▶ [Assignment] Print every line of the data word for word.

**** Data supplied

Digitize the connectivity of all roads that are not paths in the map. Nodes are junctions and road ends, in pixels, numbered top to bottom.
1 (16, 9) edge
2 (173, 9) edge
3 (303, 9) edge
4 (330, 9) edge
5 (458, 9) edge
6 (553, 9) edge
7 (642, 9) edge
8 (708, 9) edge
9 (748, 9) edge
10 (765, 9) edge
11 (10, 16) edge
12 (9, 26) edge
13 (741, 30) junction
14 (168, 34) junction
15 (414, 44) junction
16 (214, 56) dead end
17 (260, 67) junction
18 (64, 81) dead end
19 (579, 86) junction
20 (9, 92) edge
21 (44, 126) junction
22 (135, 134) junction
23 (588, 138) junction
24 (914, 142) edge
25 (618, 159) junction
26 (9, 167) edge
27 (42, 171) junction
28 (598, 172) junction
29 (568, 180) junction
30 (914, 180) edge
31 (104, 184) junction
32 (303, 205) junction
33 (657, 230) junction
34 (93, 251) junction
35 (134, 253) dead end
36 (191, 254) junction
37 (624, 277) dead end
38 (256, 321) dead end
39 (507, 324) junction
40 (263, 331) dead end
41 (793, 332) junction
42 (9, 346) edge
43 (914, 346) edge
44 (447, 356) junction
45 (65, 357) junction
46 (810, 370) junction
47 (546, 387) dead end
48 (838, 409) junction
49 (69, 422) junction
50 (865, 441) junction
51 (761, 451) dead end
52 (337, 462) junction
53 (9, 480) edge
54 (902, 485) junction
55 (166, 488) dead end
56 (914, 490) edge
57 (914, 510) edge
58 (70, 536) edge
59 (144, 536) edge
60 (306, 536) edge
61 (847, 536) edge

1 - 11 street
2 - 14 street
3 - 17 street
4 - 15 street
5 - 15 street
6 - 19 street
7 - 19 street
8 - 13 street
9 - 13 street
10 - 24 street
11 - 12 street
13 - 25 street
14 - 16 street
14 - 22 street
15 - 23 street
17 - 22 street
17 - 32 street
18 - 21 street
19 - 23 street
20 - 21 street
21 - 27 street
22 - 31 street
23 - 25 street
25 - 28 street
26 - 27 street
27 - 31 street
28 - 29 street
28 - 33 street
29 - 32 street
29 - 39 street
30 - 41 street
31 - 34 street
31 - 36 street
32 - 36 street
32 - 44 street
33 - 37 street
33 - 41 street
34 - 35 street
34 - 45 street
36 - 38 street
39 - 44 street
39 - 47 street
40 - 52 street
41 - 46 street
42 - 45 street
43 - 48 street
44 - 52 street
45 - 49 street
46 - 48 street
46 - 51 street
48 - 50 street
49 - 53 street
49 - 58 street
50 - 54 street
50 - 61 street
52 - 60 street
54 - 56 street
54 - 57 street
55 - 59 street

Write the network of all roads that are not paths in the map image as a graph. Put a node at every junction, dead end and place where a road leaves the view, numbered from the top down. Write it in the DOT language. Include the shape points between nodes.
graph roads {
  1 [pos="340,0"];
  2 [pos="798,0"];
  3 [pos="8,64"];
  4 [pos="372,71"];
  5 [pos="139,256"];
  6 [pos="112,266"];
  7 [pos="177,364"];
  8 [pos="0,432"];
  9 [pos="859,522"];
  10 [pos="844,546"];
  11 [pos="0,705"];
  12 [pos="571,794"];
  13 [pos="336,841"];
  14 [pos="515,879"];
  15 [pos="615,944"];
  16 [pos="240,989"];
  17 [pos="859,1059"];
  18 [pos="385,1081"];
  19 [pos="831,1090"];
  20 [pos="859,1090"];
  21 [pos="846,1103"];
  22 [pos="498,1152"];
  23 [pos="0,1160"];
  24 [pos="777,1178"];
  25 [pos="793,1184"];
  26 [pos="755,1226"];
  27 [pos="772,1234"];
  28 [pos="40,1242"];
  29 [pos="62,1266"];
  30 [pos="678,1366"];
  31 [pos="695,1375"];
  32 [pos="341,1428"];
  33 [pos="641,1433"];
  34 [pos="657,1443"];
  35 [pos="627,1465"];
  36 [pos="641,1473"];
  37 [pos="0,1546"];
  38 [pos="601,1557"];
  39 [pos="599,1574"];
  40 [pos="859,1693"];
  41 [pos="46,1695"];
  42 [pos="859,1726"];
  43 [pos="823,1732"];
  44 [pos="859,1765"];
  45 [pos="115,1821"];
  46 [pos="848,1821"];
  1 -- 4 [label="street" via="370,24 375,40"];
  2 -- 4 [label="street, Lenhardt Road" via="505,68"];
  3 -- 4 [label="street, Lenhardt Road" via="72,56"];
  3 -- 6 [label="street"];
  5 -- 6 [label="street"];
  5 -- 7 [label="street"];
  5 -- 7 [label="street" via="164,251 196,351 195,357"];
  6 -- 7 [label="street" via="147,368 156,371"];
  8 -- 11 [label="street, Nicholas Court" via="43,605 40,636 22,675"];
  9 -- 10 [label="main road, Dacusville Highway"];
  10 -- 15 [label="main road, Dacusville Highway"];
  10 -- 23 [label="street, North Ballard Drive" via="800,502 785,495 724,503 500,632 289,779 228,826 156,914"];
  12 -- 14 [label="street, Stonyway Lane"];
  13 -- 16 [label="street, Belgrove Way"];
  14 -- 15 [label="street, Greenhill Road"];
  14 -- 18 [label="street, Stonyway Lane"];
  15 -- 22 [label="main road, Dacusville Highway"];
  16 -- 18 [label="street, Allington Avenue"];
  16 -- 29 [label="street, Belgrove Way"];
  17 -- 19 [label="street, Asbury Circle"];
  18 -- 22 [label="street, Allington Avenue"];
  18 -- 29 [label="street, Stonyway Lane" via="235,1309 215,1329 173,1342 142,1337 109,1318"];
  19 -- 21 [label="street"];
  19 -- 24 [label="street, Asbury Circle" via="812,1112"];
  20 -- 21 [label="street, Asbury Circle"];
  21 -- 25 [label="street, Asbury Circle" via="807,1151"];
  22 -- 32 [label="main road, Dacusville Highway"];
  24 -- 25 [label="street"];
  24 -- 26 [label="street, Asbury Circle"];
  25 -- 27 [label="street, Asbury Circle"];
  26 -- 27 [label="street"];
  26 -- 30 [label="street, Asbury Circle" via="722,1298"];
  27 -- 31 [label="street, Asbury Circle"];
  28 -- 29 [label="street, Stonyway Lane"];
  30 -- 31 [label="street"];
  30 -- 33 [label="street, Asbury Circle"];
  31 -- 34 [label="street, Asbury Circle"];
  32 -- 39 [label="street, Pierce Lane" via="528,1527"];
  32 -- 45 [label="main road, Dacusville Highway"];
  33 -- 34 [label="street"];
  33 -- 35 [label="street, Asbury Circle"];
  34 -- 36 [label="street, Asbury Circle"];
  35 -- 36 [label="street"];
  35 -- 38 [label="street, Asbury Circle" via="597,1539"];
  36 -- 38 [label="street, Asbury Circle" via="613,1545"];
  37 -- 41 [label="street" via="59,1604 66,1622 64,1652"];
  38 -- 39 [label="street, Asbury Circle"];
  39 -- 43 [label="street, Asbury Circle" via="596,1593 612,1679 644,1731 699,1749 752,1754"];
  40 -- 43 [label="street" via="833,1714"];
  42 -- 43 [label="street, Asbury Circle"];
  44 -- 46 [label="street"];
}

********

▶ [Solution]
Digitize the connectivity of all roads that are not paths in the map. Nodes are junctions and road ends, in pixels, numbered top to bottom.
1 (16, 9) edge
2 (173, 9) edge
3 (303, 9) edge
4 (330, 9) edge
5 (458, 9) edge
6 (553, 9) edge
7 (642, 9) edge
8 (708, 9) edge
9 (748, 9) edge
10 (765, 9) edge
11 (10, 16) edge
12 (9, 26) edge
13 (741, 30) junction
14 (168, 34) junction
15 (414, 44) junction
16 (214, 56) dead end
17 (260, 67) junction
18 (64, 81) dead end
19 (579, 86) junction
20 (9, 92) edge
21 (44, 126) junction
22 (135, 134) junction
23 (588, 138) junction
24 (914, 142) edge
25 (618, 159) junction
26 (9, 167) edge
27 (42, 171) junction
28 (598, 172) junction
29 (568, 180) junction
30 (914, 180) edge
31 (104, 184) junction
32 (303, 205) junction
33 (657, 230) junction
34 (93, 251) junction
35 (134, 253) dead end
36 (191, 254) junction
37 (624, 277) dead end
38 (256, 321) dead end
39 (507, 324) junction
40 (263, 331) dead end
41 (793, 332) junction
42 (9, 346) edge
43 (914, 346) edge
44 (447, 356) junction
45 (65, 357) junction
46 (810, 370) junction
47 (546, 387) dead end
48 (838, 409) junction
49 (69, 422) junction
50 (865, 441) junction
51 (761, 451) dead end
52 (337, 462) junction
53 (9, 480) edge
54 (902, 485) junction
55 (166, 488) dead end
56 (914, 490) edge
57 (914, 510) edge
58 (70, 536) edge
59 (144, 536) edge
60 (306, 536) edge
61 (847, 536) edge

1 - 11 street
2 - 14 street
3 - 17 street
4 - 15 street
5 - 15 street
6 - 19 street
7 - 19 street
8 - 13 street
9 - 13 street
10 - 24 street
11 - 12 street
13 - 25 street
14 - 16 street
14 - 22 street
15 - 23 street
17 - 22 street
17 - 32 street
18 - 21 street
19 - 23 street
20 - 21 street
21 - 27 street
22 - 31 street
23 - 25 street
25 - 28 street
26 - 27 street
27 - 31 street
28 - 29 street
28 - 33 street
29 - 32 street
29 - 39 street
30 - 41 street
31 - 34 street
31 - 36 street
32 - 36 street
32 - 44 street
33 - 37 street
33 - 41 street
34 - 35 street
34 - 45 street
36 - 38 street
39 - 44 street
39 - 47 street
40 - 52 street
41 - 46 street
42 - 45 street
43 - 48 street
44 - 52 street
45 - 49 street
46 - 48 street
46 - 51 street
48 - 50 street
49 - 53 street
49 - 58 street
50 - 54 street
50 - 61 street
52 - 60 street
54 - 56 street
54 - 57 street
55 - 59 street

Write the network of all roads that are not paths in the map image as a graph. Put a node at every junction, dead end and place where a road leaves the view, numbered from the top down. Write it in the DOT language. Include the shape points between nodes.
graph roads {
  1 [pos="340,0"];
  2 [pos="798,0"];
  3 [pos="8,64"];
  4 [pos="372,71"];
  5 [pos="139,256"];
  6 [pos="112,266"];
  7 [pos="177,364"];
  8 [pos="0,432"];
  9 [pos="859,522"];
  10 [pos="844,546"];
  11 [pos="0,705"];
  12 [pos="571,794"];
  13 [pos="336,841"];
  14 [pos="515,879"];
  15 [pos="615,944"];
  16 [pos="240,989"];
  17 [pos="859,1059"];
  18 [pos="385,1081"];
  19 [pos="831,1090"];
  20 [pos="859,1090"];
  21 [pos="846,1103"];
  22 [pos="498,1152"];
  23 [pos="0,1160"];
  24 [pos="777,1178"];
  25 [pos="793,1184"];
  26 [pos="755,1226"];
  27 [pos="772,1234"];
  28 [pos="40,1242"];
  29 [pos="62,1266"];
  30 [pos="678,1366"];
  31 [pos="695,1375"];
  32 [pos="341,1428"];
  33 [pos="641,1433"];
  34 [pos="657,1443"];
  35 [pos="627,1465"];
  36 [pos="641,1473"];
  37 [pos="0,1546"];
  38 [pos="601,1557"];
  39 [pos="599,1574"];
  40 [pos="859,1693"];
  41 [pos="46,1695"];
  42 [pos="859,1726"];
  43 [pos="823,1732"];
  44 [pos="859,1765"];
  45 [pos="115,1821"];
  46 [pos="848,1821"];
  1 -- 4 [label="street" via="370,24 375,40"];
  2 -- 4 [label="street, Lenhardt Road" via="505,68"];
  3 -- 4 [label="street, Lenhardt Road" via="72,56"];
  3 -- 6 [label="street"];
  5 -- 6 [label="street"];
  5 -- 7 [label="street"];
  5 -- 7 [label="street" via="164,251 196,351 195,357"];
  6 -- 7 [label="street" via="147,368 156,371"];
  8 -- 11 [label="street, Nicholas Court" via="43,605 40,636 22,675"];
  9 -- 10 [label="main road, Dacusville Highway"];
  10 -- 15 [label="main road, Dacusville Highway"];
  10 -- 23 [label="street, North Ballard Drive" via="800,502 785,495 724,503 500,632 289,779 228,826 156,914"];
  12 -- 14 [label="street, Stonyway Lane"];
  13 -- 16 [label="street, Belgrove Way"];
  14 -- 15 [label="street, Greenhill Road"];
  14 -- 18 [label="street, Stonyway Lane"];
  15 -- 22 [label="main road, Dacusville Highway"];
  16 -- 18 [label="street, Allington Avenue"];
  16 -- 29 [label="street, Belgrove Way"];
  17 -- 19 [label="street, Asbury Circle"];
  18 -- 22 [label="street, Allington Avenue"];
  18 -- 29 [label="street, Stonyway Lane" via="235,1309 215,1329 173,1342 142,1337 109,1318"];
  19 -- 21 [label="street"];
  19 -- 24 [label="street, Asbury Circle" via="812,1112"];
  20 -- 21 [label="street, Asbury Circle"];
  21 -- 25 [label="street, Asbury Circle" via="807,1151"];
  22 -- 32 [label="main road, Dacusville Highway"];
  24 -- 25 [label="street"];
  24 -- 26 [label="street, Asbury Circle"];
  25 -- 27 [label="street, Asbury Circle"];
  26 -- 27 [label="street"];
  26 -- 30 [label="street, Asbury Circle" via="722,1298"];
  27 -- 31 [label="street, Asbury Circle"];
  28 -- 29 [label="street, Stonyway Lane"];
  30 -- 31 [label="street"];
  30 -- 33 [label="street, Asbury Circle"];
  31 -- 34 [label="street, Asbury Circle"];
  32 -- 39 [label="street, Pierce Lane" via="528,1527"];
  32 -- 45 [label="main road, Dacusville Highway"];
  33 -- 34 [label="street"];
  33 -- 35 [label="street, Asbury Circle"];
  34 -- 36 [label="street, Asbury Circle"];
  35 -- 36 [label="street"];
  35 -- 38 [label="street, Asbury Circle" via="597,1539"];
  36 -- 38 [label="street, Asbury Circle" via="613,1545"];
  37 -- 41 [label="street" via="59,1604 66,1622 64,1652"];
  38 -- 39 [label="street, Asbury Circle"];
  39 -- 43 [label="street, Asbury Circle" via="596,1593 612,1679 644,1731 699,1749 752,1754"];
  40 -- 43 [label="street" via="833,1714"];
  42 -- 43 [label="street, Asbury Circle"];
  44 -- 46 [label="street"];
}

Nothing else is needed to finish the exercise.